Dodała, że opiekunowie będą mogli zarabiać „tyle, ile chcą”. „Opiekun nie jest powiązany z tym świadczeniem” – stwierdziła.

Jednocześnie zastrzegła, że opiekunowie będą mogli podjąć decyzję, iż pozostają przy starym systemie, czyli świadczeniu pielęgnacyjnym. „Jeśli podejmą w rodzinie decyzję, że opiekunowie pozostają na starym świadczeniu pielęgnacyjnym, opiekun będzie mógł dorabiać do 20 tys. rocznie” – poinformowała.

Maląg została zapytana o słowa Iwony Hartwich, która stwierdziła, że zapowiedziane zmiany będą niekorzystne dla rodziców osób niepełnosprawnych, ponieważ zespoły będą zmieniać orzeczenie o stopniu niepełnosprawności i „ze stopnia znacznego robić umiarkowany”.

„Nie wiem, dlaczego poseł Hatrwich wprowadza takie zamieszanie(...). My nie będziemy tutaj orzekać na nowo. Orzeczenie to jest orzeczenie, które osoba z niepełnosprawnością posiada. To jest ustalenie potrzeby wsparcia, zupełnie odrębna rzecz. Nikt nikomu nie będzie zabierał stopnia niepełnosprawności” – zapewniła.

Od 6 marca, w Sejmie trwa wznowiony protest opiekunów dorosłych osób z niepełnosprawnością. Domagają się oni podwyższenia renty socjalnej do wysokości najniższego krajowego wynagrodzenia, które wynosi 3490 zł brutto. Renta socjalna jest corocznie waloryzowana i od 1 marca 2023 r. wzrosła do 1588,44 zł brutto. Protestujący zaprezentowali obywatelski projekt ustawy o rencie socjalnej, realizujący ich postulat. Posłowie Koalicji Obywatelskiej poinformowali, że klub przejmuje obywatelski projekt ustawy o rencie socjalnej i zgłasza jako swój.

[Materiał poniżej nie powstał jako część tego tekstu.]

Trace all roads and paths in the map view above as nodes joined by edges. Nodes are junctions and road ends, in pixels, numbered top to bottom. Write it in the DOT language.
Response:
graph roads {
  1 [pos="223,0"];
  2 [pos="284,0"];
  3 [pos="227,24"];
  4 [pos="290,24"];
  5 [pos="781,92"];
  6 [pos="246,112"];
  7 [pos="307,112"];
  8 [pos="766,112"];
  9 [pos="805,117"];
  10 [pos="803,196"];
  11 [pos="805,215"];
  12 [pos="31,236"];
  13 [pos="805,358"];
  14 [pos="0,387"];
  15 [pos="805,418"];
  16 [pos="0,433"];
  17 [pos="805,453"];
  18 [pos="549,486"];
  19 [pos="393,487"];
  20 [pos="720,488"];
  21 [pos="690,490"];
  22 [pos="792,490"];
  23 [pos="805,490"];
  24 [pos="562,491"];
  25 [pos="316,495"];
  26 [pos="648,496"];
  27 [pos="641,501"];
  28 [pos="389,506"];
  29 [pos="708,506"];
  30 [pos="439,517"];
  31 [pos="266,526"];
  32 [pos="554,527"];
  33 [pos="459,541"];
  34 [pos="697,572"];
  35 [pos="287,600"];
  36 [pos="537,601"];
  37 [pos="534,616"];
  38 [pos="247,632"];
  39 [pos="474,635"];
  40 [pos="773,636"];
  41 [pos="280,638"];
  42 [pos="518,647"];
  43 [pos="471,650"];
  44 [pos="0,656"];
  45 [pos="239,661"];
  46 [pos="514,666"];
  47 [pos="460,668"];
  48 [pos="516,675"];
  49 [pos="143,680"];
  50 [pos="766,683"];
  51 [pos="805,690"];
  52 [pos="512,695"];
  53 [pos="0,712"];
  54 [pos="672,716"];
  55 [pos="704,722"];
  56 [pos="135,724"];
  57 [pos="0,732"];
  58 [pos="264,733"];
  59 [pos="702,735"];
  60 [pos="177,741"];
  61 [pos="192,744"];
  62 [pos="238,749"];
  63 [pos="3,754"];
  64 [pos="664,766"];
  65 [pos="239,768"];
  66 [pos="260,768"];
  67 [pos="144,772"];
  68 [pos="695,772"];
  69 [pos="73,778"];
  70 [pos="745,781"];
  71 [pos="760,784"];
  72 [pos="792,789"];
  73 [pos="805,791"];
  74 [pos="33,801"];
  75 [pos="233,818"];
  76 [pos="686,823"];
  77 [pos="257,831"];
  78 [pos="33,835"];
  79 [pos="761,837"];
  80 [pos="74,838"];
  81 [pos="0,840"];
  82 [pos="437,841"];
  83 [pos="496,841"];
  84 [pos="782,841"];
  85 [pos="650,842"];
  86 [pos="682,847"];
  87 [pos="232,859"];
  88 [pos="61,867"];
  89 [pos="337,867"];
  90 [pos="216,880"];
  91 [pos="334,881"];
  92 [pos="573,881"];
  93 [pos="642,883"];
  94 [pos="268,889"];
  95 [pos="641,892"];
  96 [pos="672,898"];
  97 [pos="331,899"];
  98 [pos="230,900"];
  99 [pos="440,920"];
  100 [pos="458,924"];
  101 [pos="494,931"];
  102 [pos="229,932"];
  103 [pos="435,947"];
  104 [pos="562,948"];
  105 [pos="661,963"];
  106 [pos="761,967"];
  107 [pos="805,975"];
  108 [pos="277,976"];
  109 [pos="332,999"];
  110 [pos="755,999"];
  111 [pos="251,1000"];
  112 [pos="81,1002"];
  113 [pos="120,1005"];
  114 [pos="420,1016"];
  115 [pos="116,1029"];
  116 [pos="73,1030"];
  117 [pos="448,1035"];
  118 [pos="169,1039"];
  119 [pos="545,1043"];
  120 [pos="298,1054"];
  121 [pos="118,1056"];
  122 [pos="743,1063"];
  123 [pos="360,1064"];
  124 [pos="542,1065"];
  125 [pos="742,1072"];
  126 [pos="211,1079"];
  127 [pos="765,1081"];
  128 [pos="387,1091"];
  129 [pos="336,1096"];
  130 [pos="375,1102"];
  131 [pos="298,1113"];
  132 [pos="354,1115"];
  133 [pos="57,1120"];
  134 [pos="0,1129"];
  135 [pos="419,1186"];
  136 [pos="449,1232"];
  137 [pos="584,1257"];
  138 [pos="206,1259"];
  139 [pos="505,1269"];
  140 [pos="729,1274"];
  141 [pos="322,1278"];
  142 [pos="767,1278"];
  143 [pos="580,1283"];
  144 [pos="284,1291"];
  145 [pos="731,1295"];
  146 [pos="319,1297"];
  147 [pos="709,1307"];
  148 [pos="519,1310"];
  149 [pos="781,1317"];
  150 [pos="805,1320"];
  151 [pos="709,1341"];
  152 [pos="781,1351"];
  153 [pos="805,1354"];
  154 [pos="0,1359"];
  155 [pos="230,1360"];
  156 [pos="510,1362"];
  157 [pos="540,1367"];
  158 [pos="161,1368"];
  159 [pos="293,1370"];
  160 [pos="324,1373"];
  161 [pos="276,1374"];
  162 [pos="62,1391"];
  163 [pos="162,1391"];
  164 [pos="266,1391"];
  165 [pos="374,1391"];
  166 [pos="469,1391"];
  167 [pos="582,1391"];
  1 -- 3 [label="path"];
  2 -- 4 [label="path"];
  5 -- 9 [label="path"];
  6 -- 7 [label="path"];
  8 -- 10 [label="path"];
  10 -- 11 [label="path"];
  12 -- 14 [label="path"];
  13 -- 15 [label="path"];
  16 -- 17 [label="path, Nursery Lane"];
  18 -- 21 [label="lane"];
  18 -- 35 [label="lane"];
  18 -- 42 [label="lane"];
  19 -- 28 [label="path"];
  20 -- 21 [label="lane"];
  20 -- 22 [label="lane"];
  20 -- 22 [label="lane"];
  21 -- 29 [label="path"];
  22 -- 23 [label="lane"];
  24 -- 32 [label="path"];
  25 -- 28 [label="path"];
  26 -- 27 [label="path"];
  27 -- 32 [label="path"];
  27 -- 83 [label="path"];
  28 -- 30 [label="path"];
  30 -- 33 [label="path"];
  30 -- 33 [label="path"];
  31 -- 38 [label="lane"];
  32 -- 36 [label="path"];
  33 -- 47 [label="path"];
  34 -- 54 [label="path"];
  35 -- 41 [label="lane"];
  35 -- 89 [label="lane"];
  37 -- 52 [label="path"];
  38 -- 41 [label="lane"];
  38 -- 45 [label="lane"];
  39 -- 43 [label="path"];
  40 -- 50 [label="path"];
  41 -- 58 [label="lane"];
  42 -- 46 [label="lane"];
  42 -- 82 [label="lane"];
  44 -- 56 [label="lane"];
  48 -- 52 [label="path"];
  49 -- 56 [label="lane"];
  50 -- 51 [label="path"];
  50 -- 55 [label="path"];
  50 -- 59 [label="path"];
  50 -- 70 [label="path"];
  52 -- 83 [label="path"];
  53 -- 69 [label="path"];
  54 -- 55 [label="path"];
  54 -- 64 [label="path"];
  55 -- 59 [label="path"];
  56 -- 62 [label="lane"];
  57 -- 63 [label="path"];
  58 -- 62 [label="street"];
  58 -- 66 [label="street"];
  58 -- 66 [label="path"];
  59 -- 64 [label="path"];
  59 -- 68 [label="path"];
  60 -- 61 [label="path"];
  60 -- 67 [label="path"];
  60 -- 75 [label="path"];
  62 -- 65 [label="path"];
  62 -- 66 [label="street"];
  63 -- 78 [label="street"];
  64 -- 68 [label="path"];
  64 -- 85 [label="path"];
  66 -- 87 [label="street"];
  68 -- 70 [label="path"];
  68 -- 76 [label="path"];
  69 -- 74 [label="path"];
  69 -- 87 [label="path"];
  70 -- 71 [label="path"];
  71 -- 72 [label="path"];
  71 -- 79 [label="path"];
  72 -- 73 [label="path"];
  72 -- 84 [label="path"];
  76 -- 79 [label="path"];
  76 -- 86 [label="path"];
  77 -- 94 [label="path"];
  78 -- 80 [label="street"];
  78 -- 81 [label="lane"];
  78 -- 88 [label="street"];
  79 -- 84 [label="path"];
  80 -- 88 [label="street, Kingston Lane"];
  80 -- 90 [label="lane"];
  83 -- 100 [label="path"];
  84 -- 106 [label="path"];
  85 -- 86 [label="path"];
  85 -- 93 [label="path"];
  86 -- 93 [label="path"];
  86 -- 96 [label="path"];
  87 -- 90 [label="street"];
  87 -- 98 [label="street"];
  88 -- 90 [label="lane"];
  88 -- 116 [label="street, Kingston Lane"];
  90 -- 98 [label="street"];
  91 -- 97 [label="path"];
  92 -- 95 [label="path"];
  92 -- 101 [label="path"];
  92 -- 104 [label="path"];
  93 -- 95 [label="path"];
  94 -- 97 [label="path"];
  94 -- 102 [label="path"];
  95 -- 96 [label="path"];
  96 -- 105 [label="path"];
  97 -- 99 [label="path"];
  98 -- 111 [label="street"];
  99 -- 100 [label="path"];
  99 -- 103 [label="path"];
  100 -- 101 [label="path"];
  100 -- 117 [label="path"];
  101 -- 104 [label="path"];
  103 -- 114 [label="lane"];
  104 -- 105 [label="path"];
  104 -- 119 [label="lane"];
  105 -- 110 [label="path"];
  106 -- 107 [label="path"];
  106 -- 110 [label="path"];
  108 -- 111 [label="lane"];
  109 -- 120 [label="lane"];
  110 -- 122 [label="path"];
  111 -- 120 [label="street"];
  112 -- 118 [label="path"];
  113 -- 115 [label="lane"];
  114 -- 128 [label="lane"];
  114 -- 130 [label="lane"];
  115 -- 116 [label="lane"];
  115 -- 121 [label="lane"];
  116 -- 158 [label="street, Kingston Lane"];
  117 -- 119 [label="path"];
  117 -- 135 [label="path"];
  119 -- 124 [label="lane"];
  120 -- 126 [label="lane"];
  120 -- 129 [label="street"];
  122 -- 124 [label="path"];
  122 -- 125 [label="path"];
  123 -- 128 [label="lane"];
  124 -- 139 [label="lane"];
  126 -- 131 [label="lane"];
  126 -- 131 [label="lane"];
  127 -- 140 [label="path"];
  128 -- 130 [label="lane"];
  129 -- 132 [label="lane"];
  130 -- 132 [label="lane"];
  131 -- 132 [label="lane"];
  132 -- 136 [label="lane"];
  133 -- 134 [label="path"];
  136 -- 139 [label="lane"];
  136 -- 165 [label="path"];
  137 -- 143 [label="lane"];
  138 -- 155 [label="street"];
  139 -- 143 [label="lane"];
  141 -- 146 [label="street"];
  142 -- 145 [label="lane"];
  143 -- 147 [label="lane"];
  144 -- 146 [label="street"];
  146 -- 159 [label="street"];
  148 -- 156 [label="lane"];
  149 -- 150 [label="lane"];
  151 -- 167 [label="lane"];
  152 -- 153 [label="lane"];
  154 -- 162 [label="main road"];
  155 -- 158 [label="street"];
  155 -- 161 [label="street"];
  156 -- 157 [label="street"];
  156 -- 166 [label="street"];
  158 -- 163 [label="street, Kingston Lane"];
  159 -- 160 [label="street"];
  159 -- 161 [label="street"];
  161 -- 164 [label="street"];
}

Poprzedni protest opiekunów osób niepełnosprawnych i ich podopiecznych w Sejmie trwał wiosną 2018 r. Zgłaszali oni wtedy dwa postulaty – zrównania renty socjalnej z minimalną rentą z tytułu niezdolności do pracy oraz wprowadzenia dodatku „na życie”, zwanego też „rehabilitacyjnym” dla osób niepełnosprawnych niezdolnych do samodzielnej egzystencji po ukończeniu 18. roku życia w kwocie 500 złotych miesięcznie. Protestujący przekonywali, że zrealizowano wtedy jeden ich postulat – podniesienie renty socjalnej. 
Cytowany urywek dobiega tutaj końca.